» INSTRUCTIONS TO FOLLOW:
Locate every line below that contains the word "canvas" and copy it.
DATA EXTRACTS Block Start
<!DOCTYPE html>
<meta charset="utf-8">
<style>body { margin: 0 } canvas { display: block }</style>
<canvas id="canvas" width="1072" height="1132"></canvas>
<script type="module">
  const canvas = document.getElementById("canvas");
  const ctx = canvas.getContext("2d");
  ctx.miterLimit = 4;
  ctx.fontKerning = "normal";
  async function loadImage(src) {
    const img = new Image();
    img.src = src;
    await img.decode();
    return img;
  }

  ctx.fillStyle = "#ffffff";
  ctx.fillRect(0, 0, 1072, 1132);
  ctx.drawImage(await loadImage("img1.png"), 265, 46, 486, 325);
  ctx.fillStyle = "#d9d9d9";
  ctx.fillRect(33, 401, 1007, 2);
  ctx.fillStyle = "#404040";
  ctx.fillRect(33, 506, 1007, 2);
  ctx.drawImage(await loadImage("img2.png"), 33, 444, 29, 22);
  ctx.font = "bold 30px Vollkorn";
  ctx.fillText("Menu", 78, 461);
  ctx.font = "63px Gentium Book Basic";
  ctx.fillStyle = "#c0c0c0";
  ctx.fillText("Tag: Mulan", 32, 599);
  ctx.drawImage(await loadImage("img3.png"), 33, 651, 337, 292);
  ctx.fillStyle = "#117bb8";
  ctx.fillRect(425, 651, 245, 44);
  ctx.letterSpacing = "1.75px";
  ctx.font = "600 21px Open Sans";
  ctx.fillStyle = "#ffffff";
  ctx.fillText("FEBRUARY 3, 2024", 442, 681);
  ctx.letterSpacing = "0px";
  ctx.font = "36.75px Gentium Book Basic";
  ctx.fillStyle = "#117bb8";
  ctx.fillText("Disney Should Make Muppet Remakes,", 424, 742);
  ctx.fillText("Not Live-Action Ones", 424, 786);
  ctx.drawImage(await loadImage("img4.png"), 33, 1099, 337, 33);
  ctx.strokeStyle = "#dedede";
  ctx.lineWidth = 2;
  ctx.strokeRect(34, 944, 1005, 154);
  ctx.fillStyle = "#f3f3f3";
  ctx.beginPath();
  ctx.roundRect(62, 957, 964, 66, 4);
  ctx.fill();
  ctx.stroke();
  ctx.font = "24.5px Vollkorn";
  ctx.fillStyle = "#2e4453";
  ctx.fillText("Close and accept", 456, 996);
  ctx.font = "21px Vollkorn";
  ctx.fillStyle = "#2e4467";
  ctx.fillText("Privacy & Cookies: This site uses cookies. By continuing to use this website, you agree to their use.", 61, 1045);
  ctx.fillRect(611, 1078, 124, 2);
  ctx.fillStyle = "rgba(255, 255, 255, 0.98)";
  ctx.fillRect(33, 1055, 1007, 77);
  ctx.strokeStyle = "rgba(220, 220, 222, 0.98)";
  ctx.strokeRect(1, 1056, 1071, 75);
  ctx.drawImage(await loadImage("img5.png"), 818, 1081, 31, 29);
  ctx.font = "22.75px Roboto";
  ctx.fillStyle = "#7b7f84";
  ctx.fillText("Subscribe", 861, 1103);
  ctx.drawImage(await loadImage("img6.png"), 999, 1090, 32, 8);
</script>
DATA EXTRACTS Block End
» RESPONSE TO THE TASK:
<style>body { margin: 0 } canvas { display: block }</style>
<canvas id="canvas" width="1072" height="1132"></canvas>
  const canvas = document.getElementById("canvas");
  const ctx = canvas.getContext("2d");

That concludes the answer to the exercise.